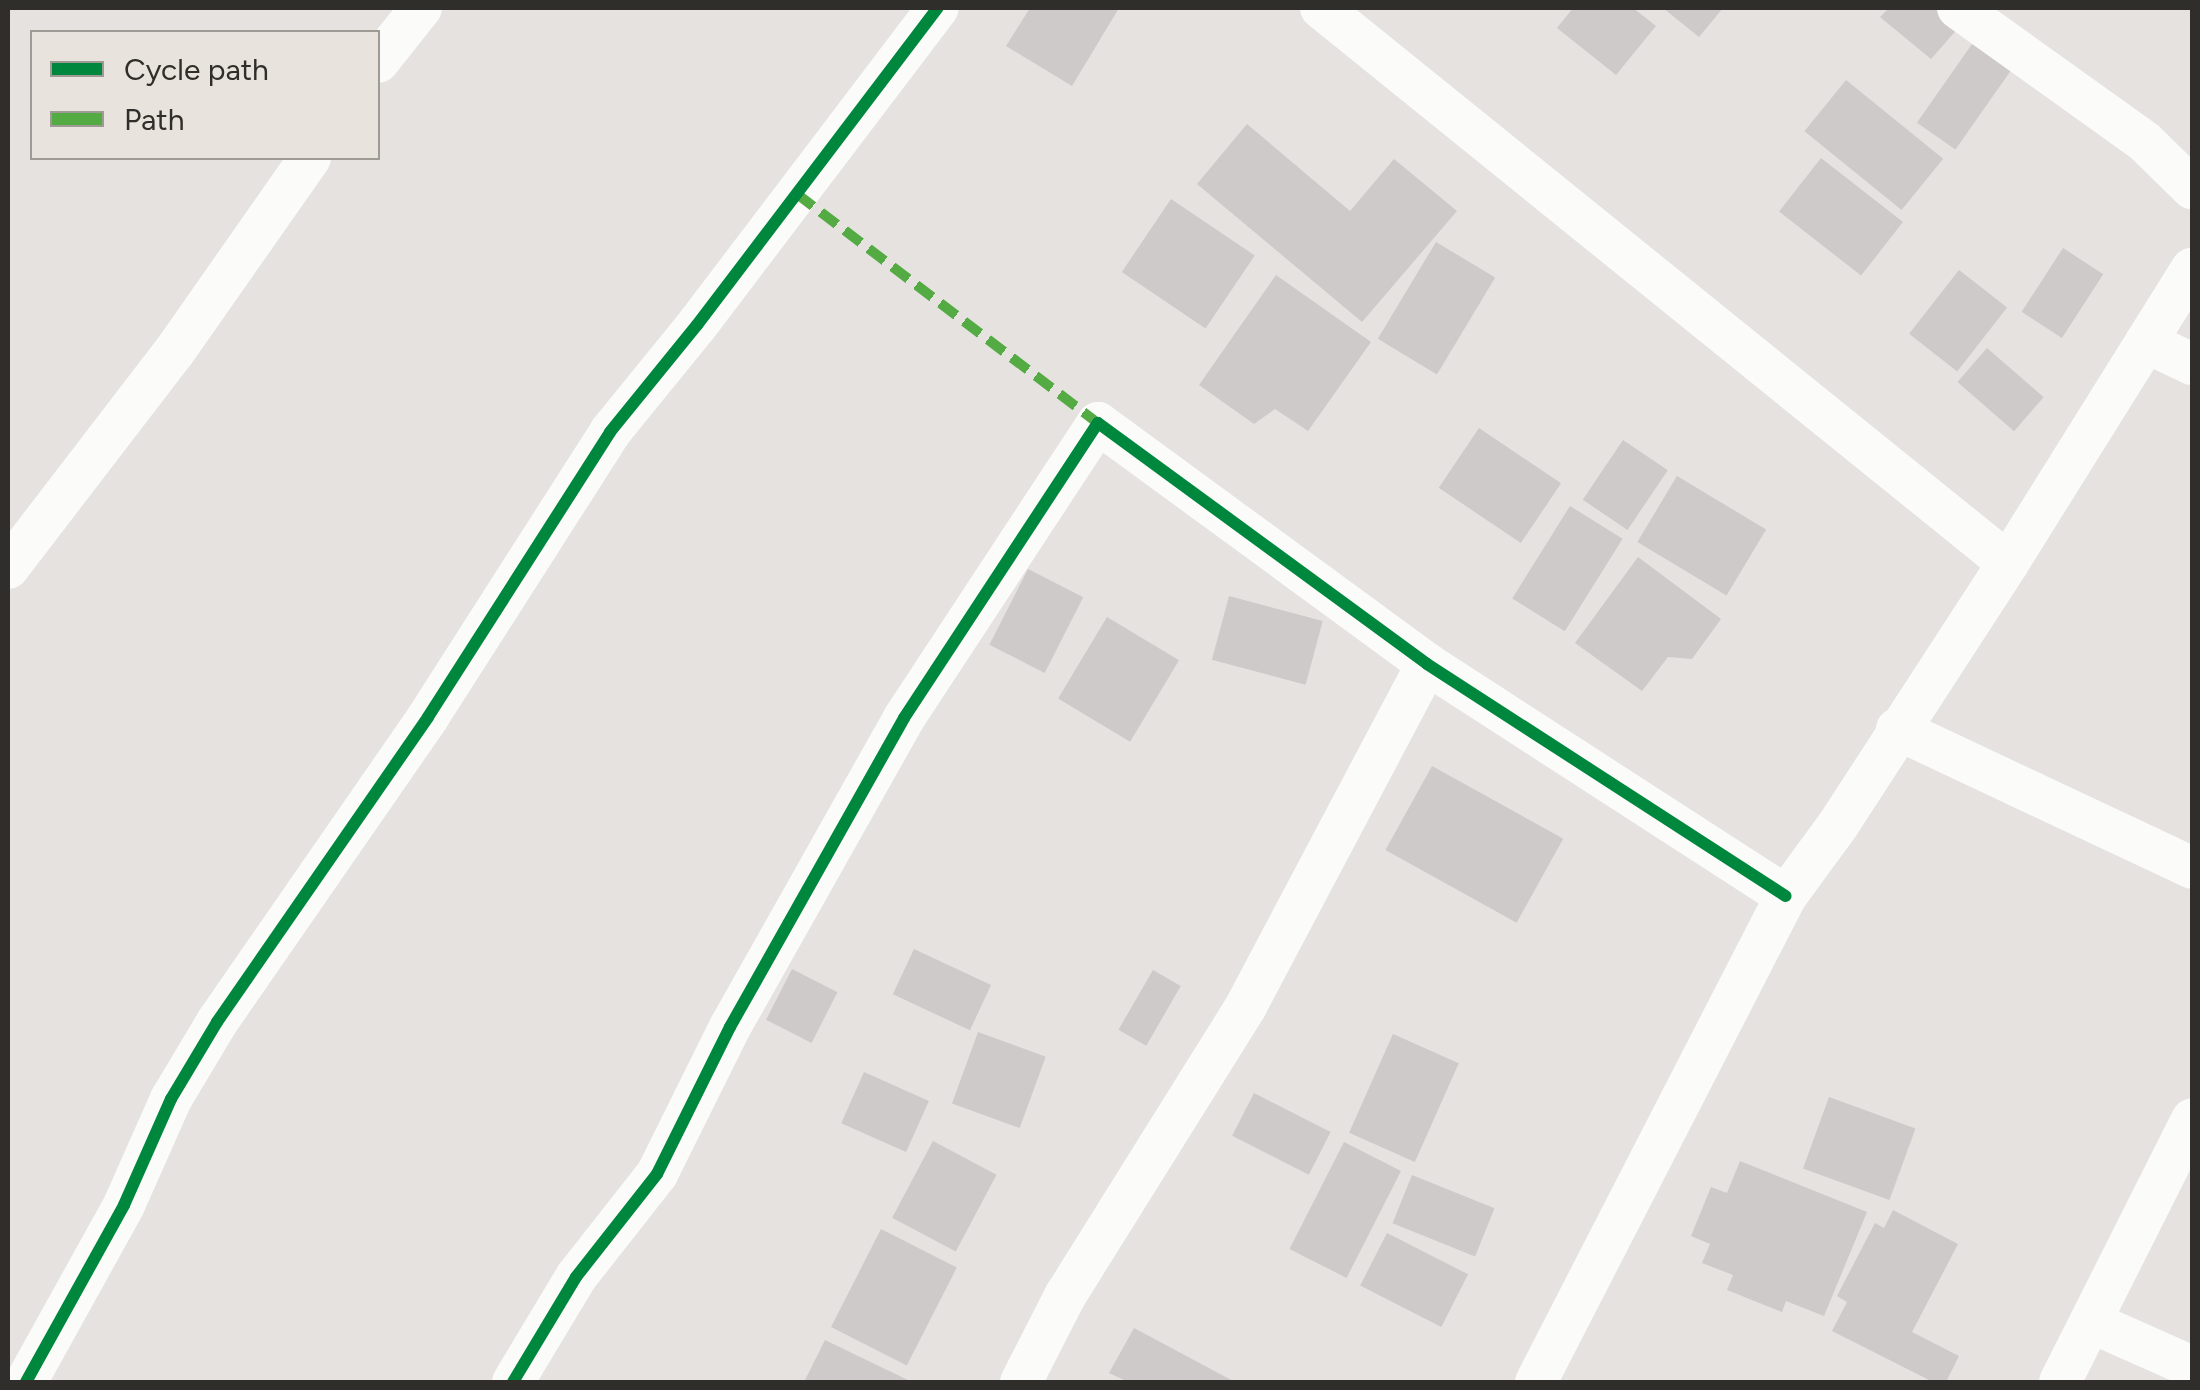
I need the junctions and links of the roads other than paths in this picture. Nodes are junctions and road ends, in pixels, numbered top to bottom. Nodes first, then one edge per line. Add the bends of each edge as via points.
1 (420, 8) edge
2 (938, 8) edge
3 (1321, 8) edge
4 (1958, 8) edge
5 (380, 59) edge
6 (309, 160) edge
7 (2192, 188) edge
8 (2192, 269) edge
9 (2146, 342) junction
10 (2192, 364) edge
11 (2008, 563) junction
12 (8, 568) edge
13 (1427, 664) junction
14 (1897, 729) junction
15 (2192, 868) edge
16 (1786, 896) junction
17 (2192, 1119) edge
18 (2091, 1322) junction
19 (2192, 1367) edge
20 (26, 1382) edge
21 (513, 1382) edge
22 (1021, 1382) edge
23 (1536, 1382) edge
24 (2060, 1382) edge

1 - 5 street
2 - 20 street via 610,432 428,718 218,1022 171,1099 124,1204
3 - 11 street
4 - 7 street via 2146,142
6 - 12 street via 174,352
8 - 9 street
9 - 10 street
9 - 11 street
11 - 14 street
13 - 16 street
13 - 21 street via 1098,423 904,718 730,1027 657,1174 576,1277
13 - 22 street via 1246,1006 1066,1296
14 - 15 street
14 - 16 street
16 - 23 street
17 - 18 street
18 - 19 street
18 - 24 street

****************************************

About this task: When you write out the material again, keep every word exact and omit the pictures.

Solution to this exercise:
I need the junctions and links of the roads other than paths in this picture. Nodes are junctions and road ends, in pixels, numbered top to bottom. Nodes first, then one edge per line. Add the bends of each edge as via points.
1 (420, 8) edge
2 (938, 8) edge
3 (1321, 8) edge
4 (1958, 8) edge
5 (380, 59) edge
6 (309, 160) edge
7 (2192, 188) edge
8 (2192, 269) edge
9 (2146, 342) junction
10 (2192, 364) edge
11 (2008, 563) junction
12 (8, 568) edge
13 (1427, 664) junction
14 (1897, 729) junction
15 (2192, 868) edge
16 (1786, 896) junction
17 (2192, 1119) edge
18 (2091, 1322) junction
19 (2192, 1367) edge
20 (26, 1382) edge
21 (513, 1382) edge
22 (1021, 1382) edge
23 (1536, 1382) edge
24 (2060, 1382) edge

1 - 5 street
2 - 20 street via 610,432 428,718 218,1022 171,1099 124,1204
3 - 11 street
4 - 7 street via 2146,142
6 - 12 street via 174,352
8 - 9 street
9 - 10 street
9 - 11 street
11 - 14 street
13 - 16 street
13 - 21 street via 1098,423 904,718 730,1027 657,1174 576,1277
13 - 22 street via 1246,1006 1066,1296
14 - 15 street
14 - 16 street
16 - 23 street
17 - 18 street
18 - 19 street
18 - 24 street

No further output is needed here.